Outside the training rings, the facility is q quiet place; it seems that the only noises you can hear would come from the fists hitting the punching bags in the gym. When we entered there was no one throwing swings, or straight, or jabs, nor uppercuts. To see some action, you would have to stay until the afternoon when they start sparring.
In the distance, towering, impassable, a handful of shirtless men exhibited their perfect abs and gold teeth, wearing very long socks and red and blue shorts with white strips on the sides. They boasted one another, like small children, rebuked each other, classic tricks of men when they are in large groups.

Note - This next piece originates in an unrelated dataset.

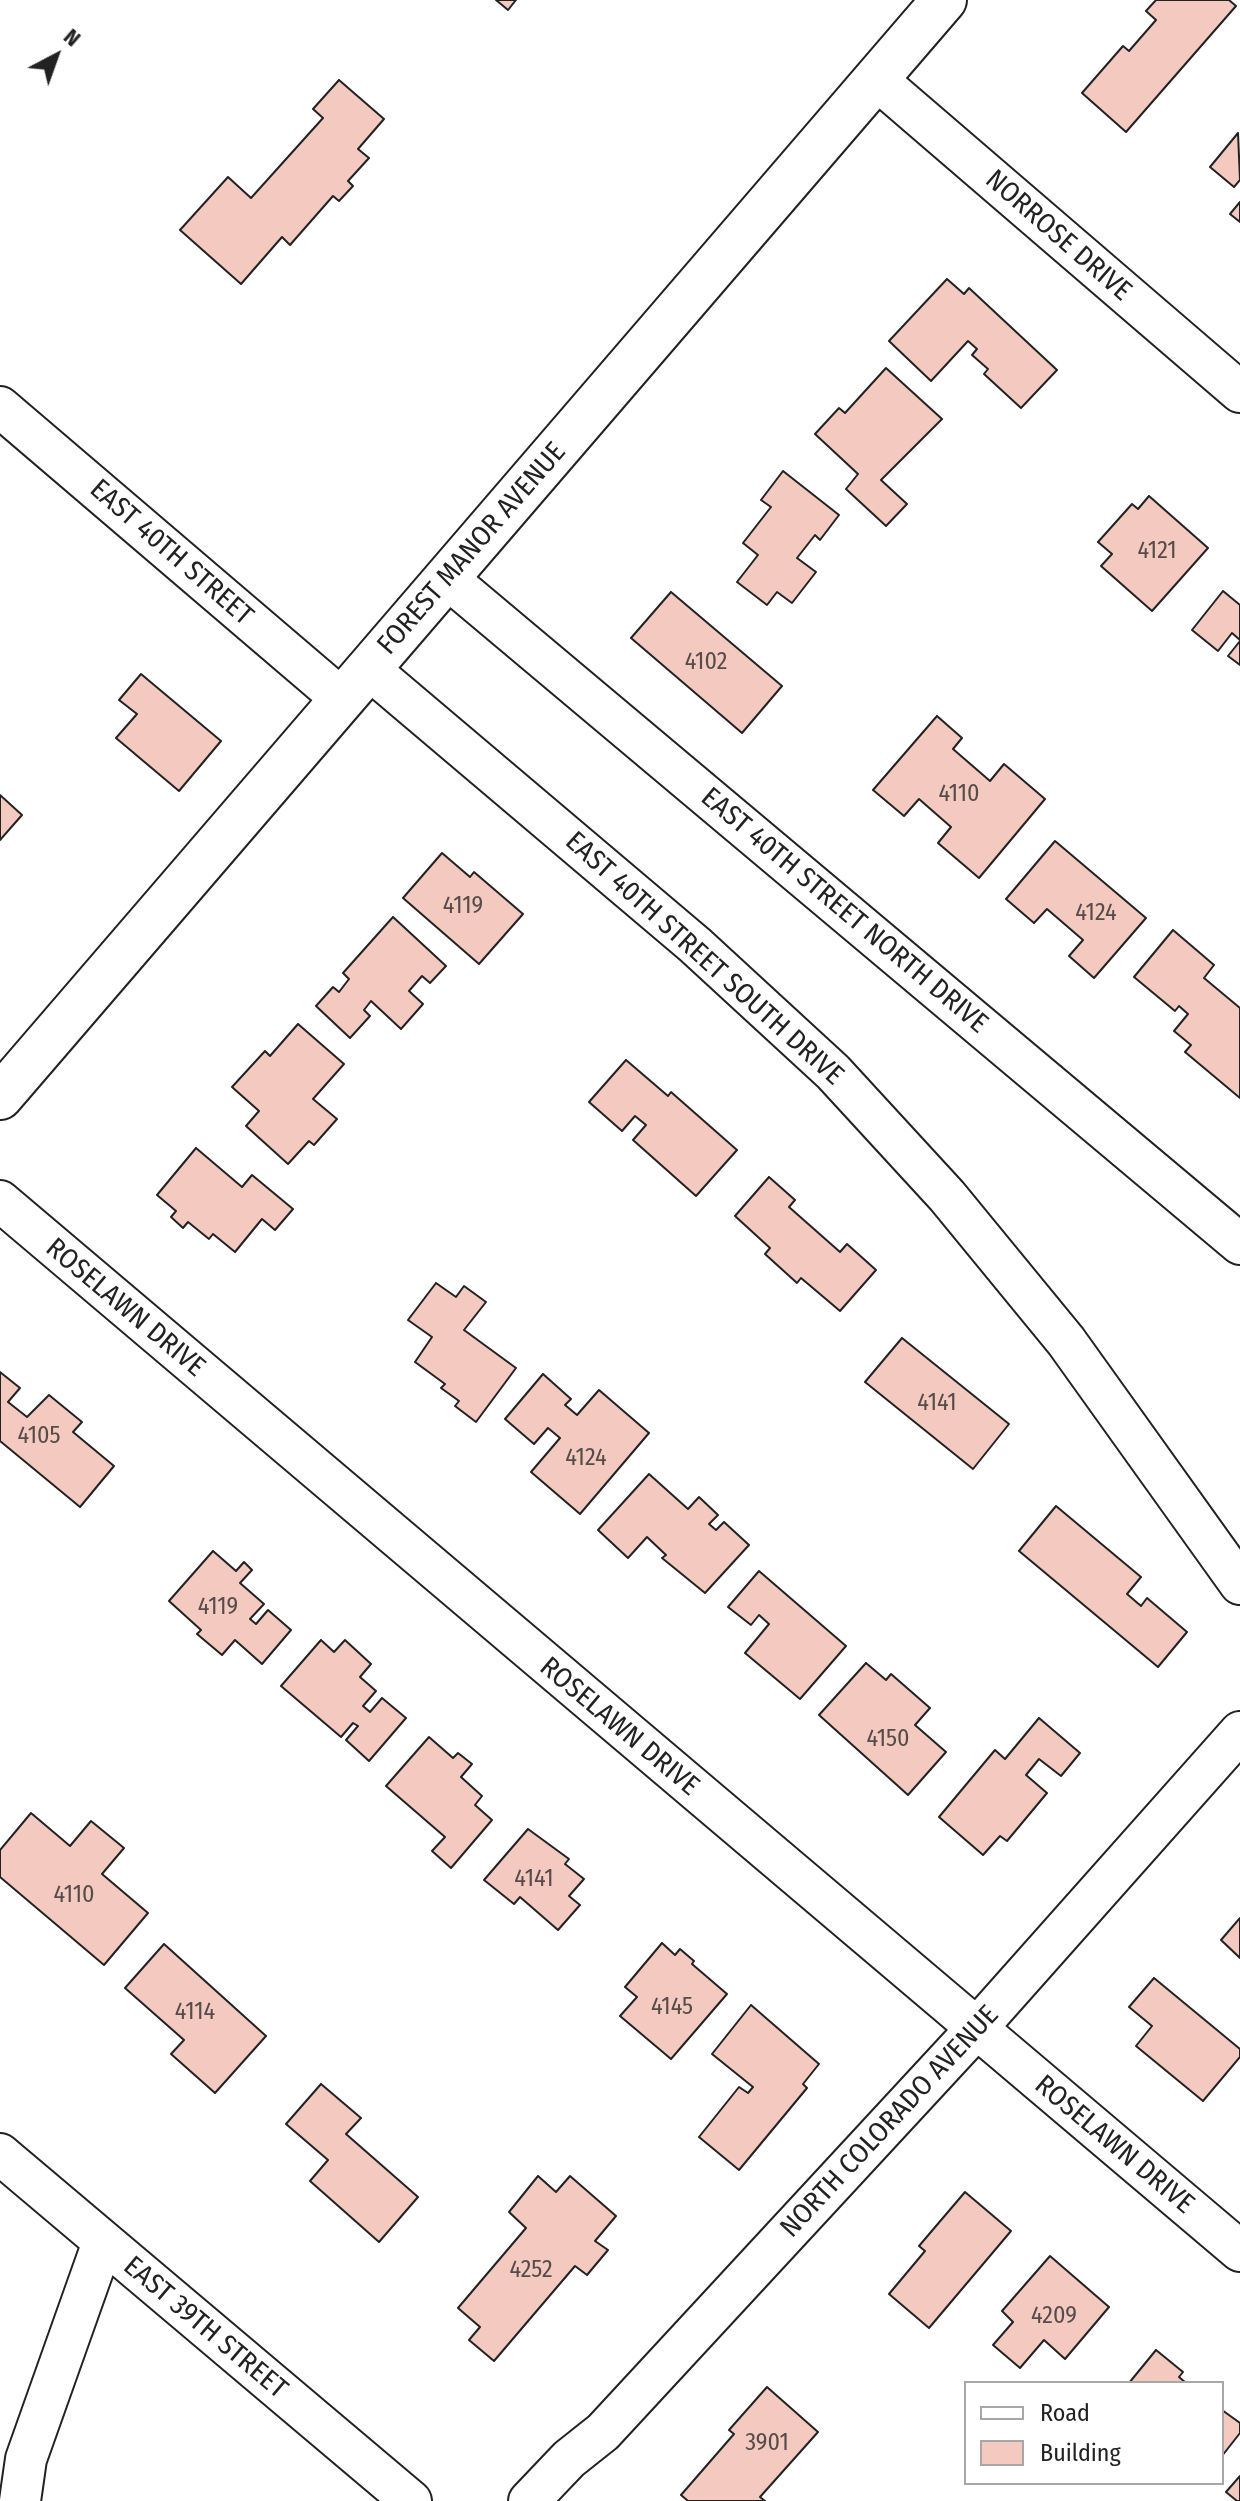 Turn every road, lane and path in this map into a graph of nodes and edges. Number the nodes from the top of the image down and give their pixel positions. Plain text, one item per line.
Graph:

A healthy, seemingly without evil, maybe just torn by the particular dual meet some of them in their respective divisions.
At the school each of the leading figures of the national team has a room, that means, each ” Domador ” has a bedroom for himself, the rest of the fighters share their rooms with a teammate. Hence one of the major disputes here is to become the first fighter in each division, additional incentive to earn a spot, no doubt, a detail of the technical group.
Where we were most of the time we should be like the most central area of the dwelling, at least the most crowded. Some of them were walking around us wrapped in towels with clean faces, others, still soaked with sweat and listening to reggaeton and worked on their fancy haircuts.
Propitious moment to try to chat with several of them, about what’s coming in the World Series and the quarterfinal presumably paired with the U.S. squad , on their own rivalries in their divisions and on a couple of issues more .
* OnCuba will publish a series of four papers containing exclusive statements of some members of the Domadores team ( Yosvani Veitía, Lazaro Alvarez, Rosniel Iglesias, Yoandy Toirac , José A. Larduet and Erislandy Savon ) where they speak of prospects for the quarter -finals of the World Series of Boxing and their match against the United States.